Expected Rolls with a Fair Die
You have a fair six-sided die. Answer the following three questions:
- What is the expected number of rolls to get the first 6?
- What is the expected number of rolls until every face (1 through 6) has appeared at least once?
- What is the expected number of rolls until every face has appeared at least twice? (You may leave your answer as a sum or provide a numerical approximation.)
Hints
- Each part is about the waiting time until a collection criterion is met. What distribution describes the time until a single success?
- For part 2, decompose the process into phases: once you have $k$ distinct faces, the chance of seeing a new one is $(6 - k)/6$. Each phase is a geometric waiting time.
- For part 3, a simple phase decomposition does not work because progress has two dimensions (new faces vs. duplicates). Set up a Markov chain with state $(a, b)$ tracking how many faces have been seen exactly once versus at least twice.
Worked Solution
How to Think About It: All three parts are about waiting times -- how long until some collection criterion is met. Part 1 is pure geometric. Part 2 is the classic coupon collector problem. Part 3 is the generalized coupon collector with multiplicity 2. The key mental model is the same throughout: break the waiting time into phases where the probability of "making progress" is constant within each phase, then add up the expected phase lengths.
Quick Estimate: Part 1 is obviously 6. Part 2: you collect the first face instantly (1 roll), the second face takes $6/5$ rolls on average, the third $6/4$, etc. The harmonic sum
Approach: Geometric waiting times for part 1, coupon collector decomposition for part 2, Markov chain for part 3.
Formal Solution:
Part 1: First 6
Each roll lands on 6 with probability
$E[T_1] = \frac{1}{1/6} = 6$
Part 2: Every face at least once (Coupon Collector)
After collecting $k$ distinct faces, the probability of seeing a new face on the next roll is $(6 - k)/6$. The waiting time in phase $k$ (going from $k$ to $k+1$ distinct faces) is geometric with parameter $(6-k)/6$, so it takes $6/(6-k)$ rolls in expectation.
Summing over all phases:
$E[T_2] = \sum_{k=0}^{5} \frac{6}{6-k} = 6\left(\frac{1}{6} + \frac{1}{5} + \frac{1}{4} + \frac{1}{3} + \frac{1}{2} + 1\right) = 6 \cdot H_6$
where $H_6 = 1 + 1/2 + 1/3 + 1/4 + 1/5 + 1/6 = 49/20$. So:
$E[T_2] = 6 \times \frac{49}{20} = \frac{147}{10} = 14.7$
Part 3: Every face at least twice (Generalized Coupon Collector)
This is harder because the phases no longer have a clean decomposition -- when you collect a new face for the first time versus promoting a face from "seen once" to "seen twice" both represent different kinds of progress, and the transition probabilities depend on the full state.

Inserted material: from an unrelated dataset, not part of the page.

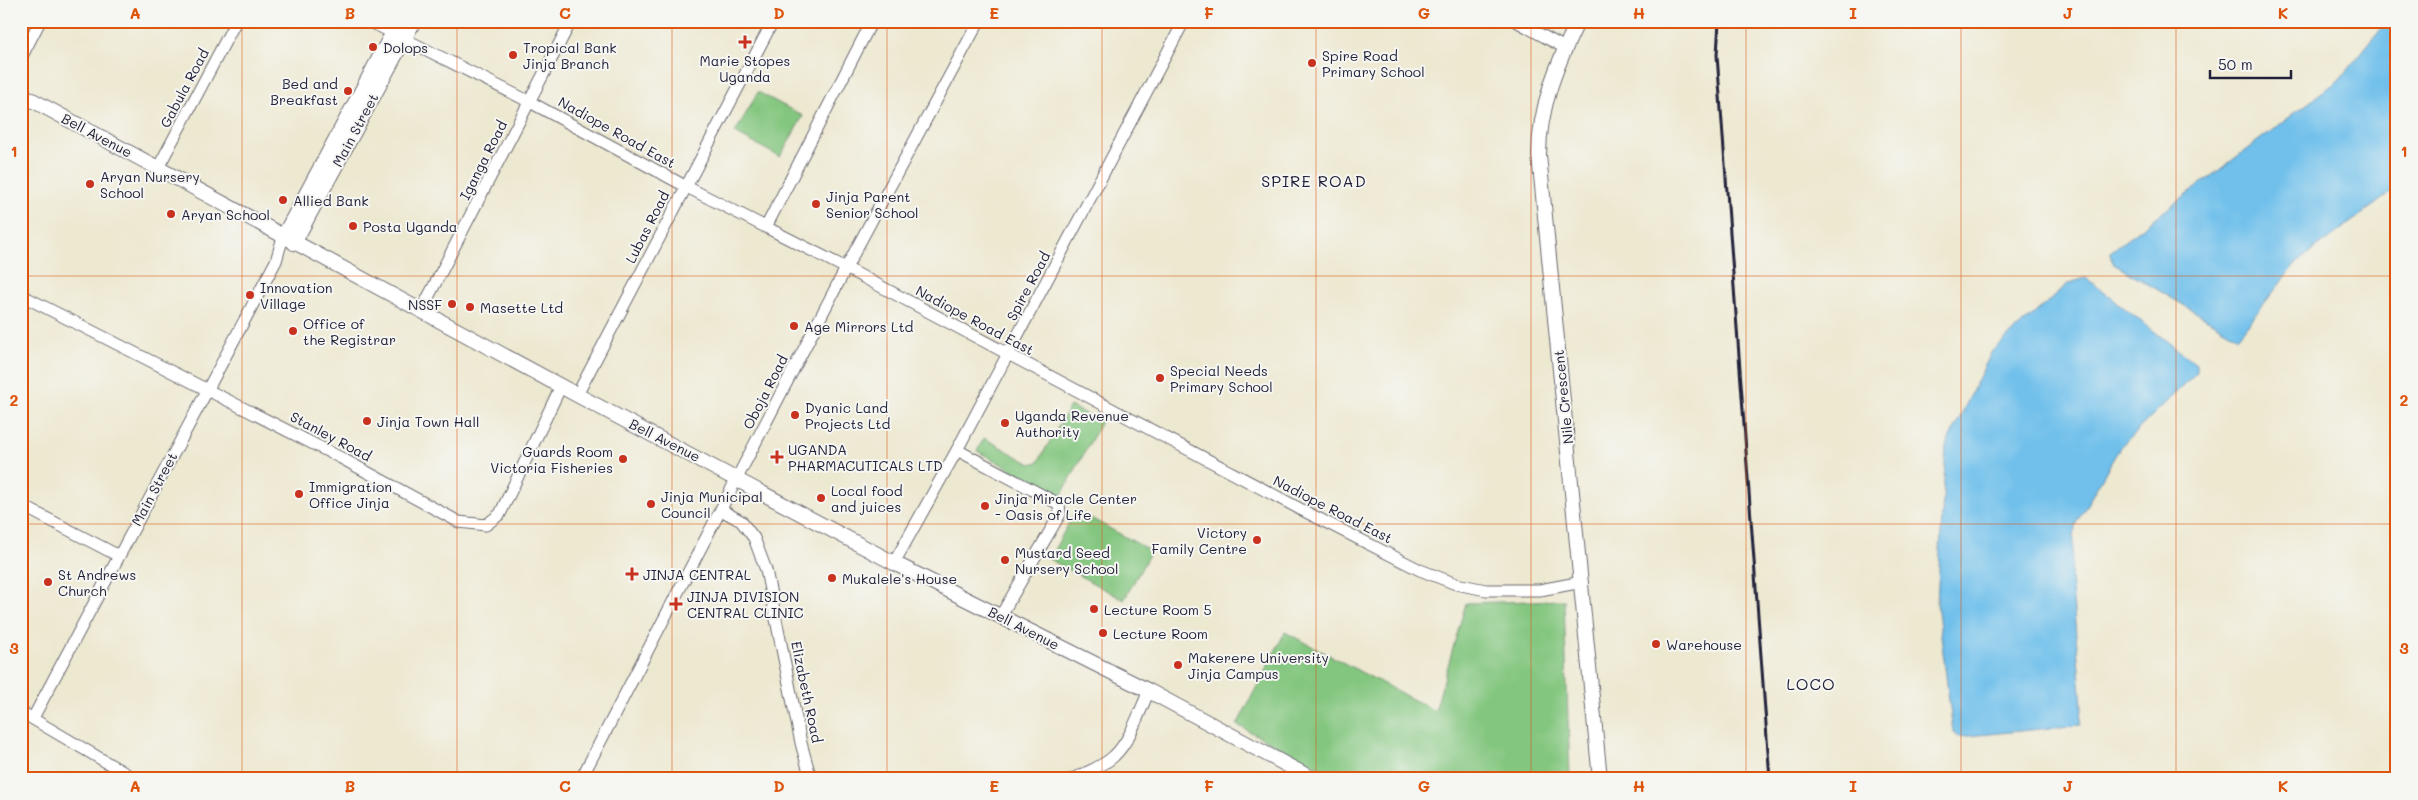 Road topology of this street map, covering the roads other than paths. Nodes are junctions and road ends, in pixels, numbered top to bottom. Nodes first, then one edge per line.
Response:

Define the state as $(a, b)$, where $a$ is the number of faces seen exactly once and $b$ is the number of faces seen at least twice. The number of unseen faces is $c = 6 - a - b$. We are done when $b = 6$.
From state $(a, b)$, each roll produces: - An unseen face (prob $c/6$): move to $(a+1, b)$ - A face seen exactly once (prob $a/6$): move to $(a-1, b+1)$ - A face seen $\geq 2$ times (prob $b/6$): stay at $(a, b)$ -- wasted roll
Let $E(a,b)$ be the expected number of rolls to reach $(0, 6)$. Then:
$E(a,b) = \frac{6}{6-b} + \frac{c}{6-b}\, E(a+1, b) + \frac{a}{6-b}\, E(a-1, b+1)$
with base case $E(0, 6) = 0$. Solving this system recursively starting from $E(0, 0)$ gives:
$E[T_3] = E(0,0) \approx 24.13$
To build intuition for this number, note that $E[T_3] - E[T_2] \approx 24.13 - 14.70 = 9.43$. The "second collection" takes fewer rolls than the first because many faces already have duplicates by the time the first collection completes.
Answer:
- First 6: $E[T_1] = 6$
- Every face once: $E[T_2] = 14.7$
- Every face twice: $E[T_3] \approx 24.13$
Intuition
The coupon collector problem is one of the most frequently tested probability results in quant interviews because it captures a pattern that shows up everywhere: diminishing returns from random sampling. The first few coupons come quickly, but the last one takes forever -- the expected time for the final coupon alone is $n$ rolls (equal to the time for the very first one). This is why the harmonic series appears: you are summing geometric waiting times with shrinking success probabilities.
The generalized version (collecting each coupon $m$ times) is a natural extension and tests whether you can set up a proper Markov chain when the simple phase decomposition breaks down. The key insight is that once simple phases fail, you need to track the full state -- here, the pair $(a, b)$ counting faces by their multiplicity. This "state space thinking" is a core skill for any stochastic modeling problem in quant finance, from inventory management to order book dynamics.